Despreocupado yo era muy feliz
Creía jugar a los bandidos
Nos habíamos robado el tesoro de Golconda
E íbamos, gracias al transiberiano, a esconderlo en el otro lado del mundo
Debía defenderlo contra los ladrones del Ural que habían atacado a los saltimbanquis de Julio Verne
Contra los Khunguses, los Bóxers de la China
Y los pequeños mongoles furiosos del Gran Lama
Alí Babá y los cuarenta ladrones
Y los fieles del Viejo terrible de la montaña
Y sobre todo, contra los más modernos
Los ladrones de hotel
Y los especialistas de los expresos internacionales.
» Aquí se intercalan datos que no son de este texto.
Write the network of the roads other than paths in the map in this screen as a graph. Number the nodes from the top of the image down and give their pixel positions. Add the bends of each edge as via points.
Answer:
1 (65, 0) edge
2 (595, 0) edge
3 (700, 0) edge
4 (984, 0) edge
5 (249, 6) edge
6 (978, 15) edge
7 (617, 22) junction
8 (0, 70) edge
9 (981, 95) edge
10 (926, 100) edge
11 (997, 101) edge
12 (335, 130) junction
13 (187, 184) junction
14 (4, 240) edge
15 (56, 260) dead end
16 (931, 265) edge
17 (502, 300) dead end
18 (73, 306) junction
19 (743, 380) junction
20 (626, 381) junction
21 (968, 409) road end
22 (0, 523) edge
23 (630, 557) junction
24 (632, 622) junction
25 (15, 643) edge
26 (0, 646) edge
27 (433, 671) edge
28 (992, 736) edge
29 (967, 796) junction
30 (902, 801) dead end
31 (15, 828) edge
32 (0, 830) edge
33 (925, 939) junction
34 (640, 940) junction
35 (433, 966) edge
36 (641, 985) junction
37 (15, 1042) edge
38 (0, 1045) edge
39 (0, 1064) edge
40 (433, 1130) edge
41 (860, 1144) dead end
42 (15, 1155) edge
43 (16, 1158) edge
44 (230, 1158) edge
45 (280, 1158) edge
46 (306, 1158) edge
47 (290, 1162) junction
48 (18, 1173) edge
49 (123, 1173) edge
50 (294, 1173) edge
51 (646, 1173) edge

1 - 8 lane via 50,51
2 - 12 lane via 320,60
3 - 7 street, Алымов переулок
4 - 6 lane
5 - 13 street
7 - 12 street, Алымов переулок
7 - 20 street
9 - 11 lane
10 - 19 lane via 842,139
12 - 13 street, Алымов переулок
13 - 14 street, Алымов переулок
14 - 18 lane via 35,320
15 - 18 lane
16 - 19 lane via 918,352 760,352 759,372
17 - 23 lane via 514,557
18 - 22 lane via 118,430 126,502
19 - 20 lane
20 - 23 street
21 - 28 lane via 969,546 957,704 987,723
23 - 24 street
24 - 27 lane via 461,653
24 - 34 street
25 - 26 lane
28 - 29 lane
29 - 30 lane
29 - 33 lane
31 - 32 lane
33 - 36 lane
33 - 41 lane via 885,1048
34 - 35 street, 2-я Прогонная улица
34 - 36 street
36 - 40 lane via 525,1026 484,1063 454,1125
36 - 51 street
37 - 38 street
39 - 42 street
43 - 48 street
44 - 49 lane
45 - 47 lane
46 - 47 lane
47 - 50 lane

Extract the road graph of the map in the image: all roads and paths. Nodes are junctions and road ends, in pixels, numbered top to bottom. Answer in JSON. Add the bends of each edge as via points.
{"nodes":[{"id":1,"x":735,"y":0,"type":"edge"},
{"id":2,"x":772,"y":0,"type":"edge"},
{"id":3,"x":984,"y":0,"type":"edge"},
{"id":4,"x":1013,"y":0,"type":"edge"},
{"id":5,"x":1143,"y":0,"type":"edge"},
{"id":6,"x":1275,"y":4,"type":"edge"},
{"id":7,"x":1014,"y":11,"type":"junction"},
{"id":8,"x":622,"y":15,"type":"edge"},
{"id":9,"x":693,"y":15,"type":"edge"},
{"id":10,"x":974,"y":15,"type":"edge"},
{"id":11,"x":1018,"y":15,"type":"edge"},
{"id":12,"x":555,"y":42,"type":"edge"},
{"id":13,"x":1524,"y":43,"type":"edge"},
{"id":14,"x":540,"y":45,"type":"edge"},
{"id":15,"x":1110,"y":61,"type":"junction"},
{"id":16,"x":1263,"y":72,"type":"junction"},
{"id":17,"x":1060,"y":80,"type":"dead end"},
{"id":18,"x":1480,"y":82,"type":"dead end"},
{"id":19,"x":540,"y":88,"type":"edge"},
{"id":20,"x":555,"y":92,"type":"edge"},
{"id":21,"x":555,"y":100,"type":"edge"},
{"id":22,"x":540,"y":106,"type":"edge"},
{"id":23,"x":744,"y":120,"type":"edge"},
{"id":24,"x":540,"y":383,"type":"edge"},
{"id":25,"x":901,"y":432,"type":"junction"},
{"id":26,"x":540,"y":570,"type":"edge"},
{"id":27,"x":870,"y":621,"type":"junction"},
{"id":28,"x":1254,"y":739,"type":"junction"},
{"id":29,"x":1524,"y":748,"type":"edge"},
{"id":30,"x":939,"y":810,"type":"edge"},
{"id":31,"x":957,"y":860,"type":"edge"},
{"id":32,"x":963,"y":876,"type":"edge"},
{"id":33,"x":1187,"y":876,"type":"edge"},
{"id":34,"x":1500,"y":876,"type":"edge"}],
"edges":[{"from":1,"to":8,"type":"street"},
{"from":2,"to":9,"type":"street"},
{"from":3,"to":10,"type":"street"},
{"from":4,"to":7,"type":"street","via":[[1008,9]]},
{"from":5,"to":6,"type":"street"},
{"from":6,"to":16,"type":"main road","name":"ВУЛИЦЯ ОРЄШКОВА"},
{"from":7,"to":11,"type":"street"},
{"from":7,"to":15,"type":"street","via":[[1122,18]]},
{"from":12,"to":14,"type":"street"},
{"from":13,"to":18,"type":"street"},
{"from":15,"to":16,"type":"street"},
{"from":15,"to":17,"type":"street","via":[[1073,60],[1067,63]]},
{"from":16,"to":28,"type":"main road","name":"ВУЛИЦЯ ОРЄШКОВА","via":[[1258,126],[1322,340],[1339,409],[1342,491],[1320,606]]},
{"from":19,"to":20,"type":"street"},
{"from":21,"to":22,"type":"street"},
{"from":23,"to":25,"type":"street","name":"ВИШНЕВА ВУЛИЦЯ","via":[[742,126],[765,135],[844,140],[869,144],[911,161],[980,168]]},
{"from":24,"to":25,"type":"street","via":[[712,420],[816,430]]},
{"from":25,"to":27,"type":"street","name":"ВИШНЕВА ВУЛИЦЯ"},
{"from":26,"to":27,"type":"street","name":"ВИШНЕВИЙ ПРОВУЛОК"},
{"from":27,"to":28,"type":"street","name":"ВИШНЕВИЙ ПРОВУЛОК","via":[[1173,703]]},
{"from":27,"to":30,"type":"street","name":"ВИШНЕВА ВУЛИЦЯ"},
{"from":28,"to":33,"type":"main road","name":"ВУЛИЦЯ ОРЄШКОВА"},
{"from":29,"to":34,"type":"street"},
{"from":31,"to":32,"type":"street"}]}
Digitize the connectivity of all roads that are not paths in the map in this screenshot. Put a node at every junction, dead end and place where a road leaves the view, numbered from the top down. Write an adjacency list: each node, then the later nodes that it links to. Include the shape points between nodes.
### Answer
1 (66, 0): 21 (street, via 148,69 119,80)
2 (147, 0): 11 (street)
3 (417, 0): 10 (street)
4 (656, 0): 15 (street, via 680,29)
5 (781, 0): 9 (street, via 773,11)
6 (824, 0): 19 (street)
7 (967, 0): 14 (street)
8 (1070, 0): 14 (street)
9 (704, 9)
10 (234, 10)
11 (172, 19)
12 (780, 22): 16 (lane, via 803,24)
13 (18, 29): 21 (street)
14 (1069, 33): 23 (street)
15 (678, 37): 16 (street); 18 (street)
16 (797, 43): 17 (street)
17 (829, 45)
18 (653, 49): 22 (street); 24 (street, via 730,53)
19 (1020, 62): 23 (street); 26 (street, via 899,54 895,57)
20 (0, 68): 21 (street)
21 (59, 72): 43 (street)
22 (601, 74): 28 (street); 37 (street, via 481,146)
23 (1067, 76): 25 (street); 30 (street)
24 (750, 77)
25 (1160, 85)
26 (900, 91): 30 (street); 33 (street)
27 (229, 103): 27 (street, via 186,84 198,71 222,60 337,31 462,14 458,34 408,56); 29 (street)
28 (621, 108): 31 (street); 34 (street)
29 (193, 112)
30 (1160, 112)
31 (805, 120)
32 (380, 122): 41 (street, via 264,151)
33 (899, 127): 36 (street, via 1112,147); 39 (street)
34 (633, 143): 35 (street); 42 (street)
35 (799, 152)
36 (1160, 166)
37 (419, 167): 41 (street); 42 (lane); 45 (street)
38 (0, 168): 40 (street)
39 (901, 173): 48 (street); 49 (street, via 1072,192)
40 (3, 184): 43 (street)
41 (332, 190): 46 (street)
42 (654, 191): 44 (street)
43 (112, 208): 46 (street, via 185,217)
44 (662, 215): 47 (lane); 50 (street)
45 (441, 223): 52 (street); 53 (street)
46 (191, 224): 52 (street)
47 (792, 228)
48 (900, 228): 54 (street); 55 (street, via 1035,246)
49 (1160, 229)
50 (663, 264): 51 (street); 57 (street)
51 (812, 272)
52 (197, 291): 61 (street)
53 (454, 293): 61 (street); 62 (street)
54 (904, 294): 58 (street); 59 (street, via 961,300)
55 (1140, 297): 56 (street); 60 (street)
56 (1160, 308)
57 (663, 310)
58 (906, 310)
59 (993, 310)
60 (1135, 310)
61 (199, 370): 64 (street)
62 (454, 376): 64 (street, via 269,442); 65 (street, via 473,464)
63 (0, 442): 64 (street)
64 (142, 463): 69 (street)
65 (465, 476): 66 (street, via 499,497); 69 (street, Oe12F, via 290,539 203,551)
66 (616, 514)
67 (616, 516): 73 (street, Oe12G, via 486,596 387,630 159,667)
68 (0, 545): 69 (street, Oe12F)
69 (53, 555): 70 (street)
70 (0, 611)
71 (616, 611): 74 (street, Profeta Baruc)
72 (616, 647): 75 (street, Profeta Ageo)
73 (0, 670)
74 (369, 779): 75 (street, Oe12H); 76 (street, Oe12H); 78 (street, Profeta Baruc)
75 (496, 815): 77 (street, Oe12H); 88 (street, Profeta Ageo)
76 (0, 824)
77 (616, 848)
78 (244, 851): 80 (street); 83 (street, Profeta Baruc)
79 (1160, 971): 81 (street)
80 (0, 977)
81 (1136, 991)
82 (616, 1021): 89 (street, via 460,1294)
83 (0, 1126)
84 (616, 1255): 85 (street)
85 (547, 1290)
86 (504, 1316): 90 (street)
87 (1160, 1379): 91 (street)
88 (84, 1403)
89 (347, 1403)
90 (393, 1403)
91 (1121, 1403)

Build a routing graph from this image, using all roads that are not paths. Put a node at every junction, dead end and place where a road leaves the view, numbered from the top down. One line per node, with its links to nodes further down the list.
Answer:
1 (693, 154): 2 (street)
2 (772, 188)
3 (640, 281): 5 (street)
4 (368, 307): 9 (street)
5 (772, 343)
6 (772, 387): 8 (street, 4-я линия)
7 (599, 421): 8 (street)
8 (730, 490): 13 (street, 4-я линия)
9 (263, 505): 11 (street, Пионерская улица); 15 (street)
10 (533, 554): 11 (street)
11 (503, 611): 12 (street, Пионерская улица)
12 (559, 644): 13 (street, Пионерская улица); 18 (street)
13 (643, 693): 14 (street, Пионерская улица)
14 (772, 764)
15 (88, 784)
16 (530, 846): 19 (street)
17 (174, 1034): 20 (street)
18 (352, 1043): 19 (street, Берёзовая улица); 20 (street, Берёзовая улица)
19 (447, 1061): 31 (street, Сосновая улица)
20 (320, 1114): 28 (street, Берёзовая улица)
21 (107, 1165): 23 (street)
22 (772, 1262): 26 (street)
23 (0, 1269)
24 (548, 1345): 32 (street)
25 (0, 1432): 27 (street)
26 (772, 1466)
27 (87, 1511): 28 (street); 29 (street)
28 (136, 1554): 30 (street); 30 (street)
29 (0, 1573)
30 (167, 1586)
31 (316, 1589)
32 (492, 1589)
Y sin embargo, y sin embargo
Estaba triste como un niño
Los ritmos del tren
La “médula ferrocarril” de los psiquiatras estadounidenses
El ruido de las puertas de las voces de los ejes chirriantes sobre los rieles congelados
El ferlín¹ de oro de mi porvenir
Mi browning el piano y las palabrotas de los jugadores de cartas en el compartimiento de al lado
La sorprendente presencia de Jeanne
El hombre de gafas azules que paseaba con nerviosismo en el corredor y me miraba al pasar
Frote de faldas de mujeres
Y el silbido del vapor
Y el ruido eterno de las ruedas enloquecidas en las roderas del cielo
Los vidrios escarchados
¡Nada de naturaleza!
Y detrás, las llanuras siberianas el cielo bajo y las grandes sombras de los Taciturnos² que ascienden y descienden
Estoy acostado en una colcha
Abigarrada
Como mi vida
Y mi vida no me da más calor que esta bufanda escocesa
Y Europa entera se percibe en el cortaviento de un expreso a todo vapor
No es más rica que mi vida
Mi pobre vida
Esta bufanda
Deshilachada sobre cofres colmados de oro
Con los que ruedo
Y sueño
Y fumo
Y la única llama del universo
Es un pobre pensamiento…

Traducción Marco Antonio CamposJean Portante

Notas
¹Moneda de escaso monto en la Edad Media. Por extensión: cualquier cosa de poco valor. N. de los T.
²Siberia era llamada la Taciturna y los siberianos, por ende, los Taciturnos. N. de los T.